▶ [Task to carry out] Write out the records that follow with every word intact.

.....

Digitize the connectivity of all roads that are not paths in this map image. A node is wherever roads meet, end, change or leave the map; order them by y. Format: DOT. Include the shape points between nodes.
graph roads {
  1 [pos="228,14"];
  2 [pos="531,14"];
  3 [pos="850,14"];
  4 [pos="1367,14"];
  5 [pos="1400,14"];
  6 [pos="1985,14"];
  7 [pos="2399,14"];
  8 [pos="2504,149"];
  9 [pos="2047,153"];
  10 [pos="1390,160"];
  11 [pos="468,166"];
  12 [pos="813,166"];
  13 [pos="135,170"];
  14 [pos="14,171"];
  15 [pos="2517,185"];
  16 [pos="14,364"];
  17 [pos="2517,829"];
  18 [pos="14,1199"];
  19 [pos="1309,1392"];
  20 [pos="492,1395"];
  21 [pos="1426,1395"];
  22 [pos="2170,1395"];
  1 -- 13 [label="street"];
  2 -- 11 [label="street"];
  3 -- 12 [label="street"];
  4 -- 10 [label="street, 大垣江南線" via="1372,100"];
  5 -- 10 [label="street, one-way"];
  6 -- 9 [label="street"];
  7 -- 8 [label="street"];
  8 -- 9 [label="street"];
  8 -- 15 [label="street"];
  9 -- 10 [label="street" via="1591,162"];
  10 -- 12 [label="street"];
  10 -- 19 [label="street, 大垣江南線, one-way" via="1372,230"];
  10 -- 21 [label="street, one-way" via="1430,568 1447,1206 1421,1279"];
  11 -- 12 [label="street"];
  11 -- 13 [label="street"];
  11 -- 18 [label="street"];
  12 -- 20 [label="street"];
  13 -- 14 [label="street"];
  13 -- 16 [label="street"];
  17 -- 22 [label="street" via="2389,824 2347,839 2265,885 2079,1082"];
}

.....

▶ [Solution for this exercise]
Digitize the connectivity of all roads that are not paths in this map image. A node is wherever roads meet, end, change or leave the map; order them by y. Format: DOT. Include the shape points between nodes.
graph roads {
  1 [pos="228,14"];
  2 [pos="531,14"];
  3 [pos="850,14"];
  4 [pos="1367,14"];
  5 [pos="1400,14"];
  6 [pos="1985,14"];
  7 [pos="2399,14"];
  8 [pos="2504,149"];
  9 [pos="2047,153"];
  10 [pos="1390,160"];
  11 [pos="468,166"];
  12 [pos="813,166"];
  13 [pos="135,170"];
  14 [pos="14,171"];
  15 [pos="2517,185"];
  16 [pos="14,364"];
  17 [pos="2517,829"];
  18 [pos="14,1199"];
  19 [pos="1309,1392"];
  20 [pos="492,1395"];
  21 [pos="1426,1395"];
  22 [pos="2170,1395"];
  1 -- 13 [label="street"];
  2 -- 11 [label="street"];
  3 -- 12 [label="street"];
  4 -- 10 [label="street, 大垣江南線" via="1372,100"];
  5 -- 10 [label="street, one-way"];
  6 -- 9 [label="street"];
  7 -- 8 [label="street"];
  8 -- 9 [label="street"];
  8 -- 15 [label="street"];
  9 -- 10 [label="street" via="1591,162"];
  10 -- 12 [label="street"];
  10 -- 19 [label="street, 大垣江南線, one-way" via="1372,230"];
  10 -- 21 [label="street, one-way" via="1430,568 1447,1206 1421,1279"];
  11 -- 12 [label="street"];
  11 -- 13 [label="street"];
  11 -- 18 [label="street"];
  12 -- 20 [label="street"];
  13 -- 14 [label="street"];
  13 -- 16 [label="street"];
  17 -- 22 [label="street" via="2389,824 2347,839 2265,885 2079,1082"];
}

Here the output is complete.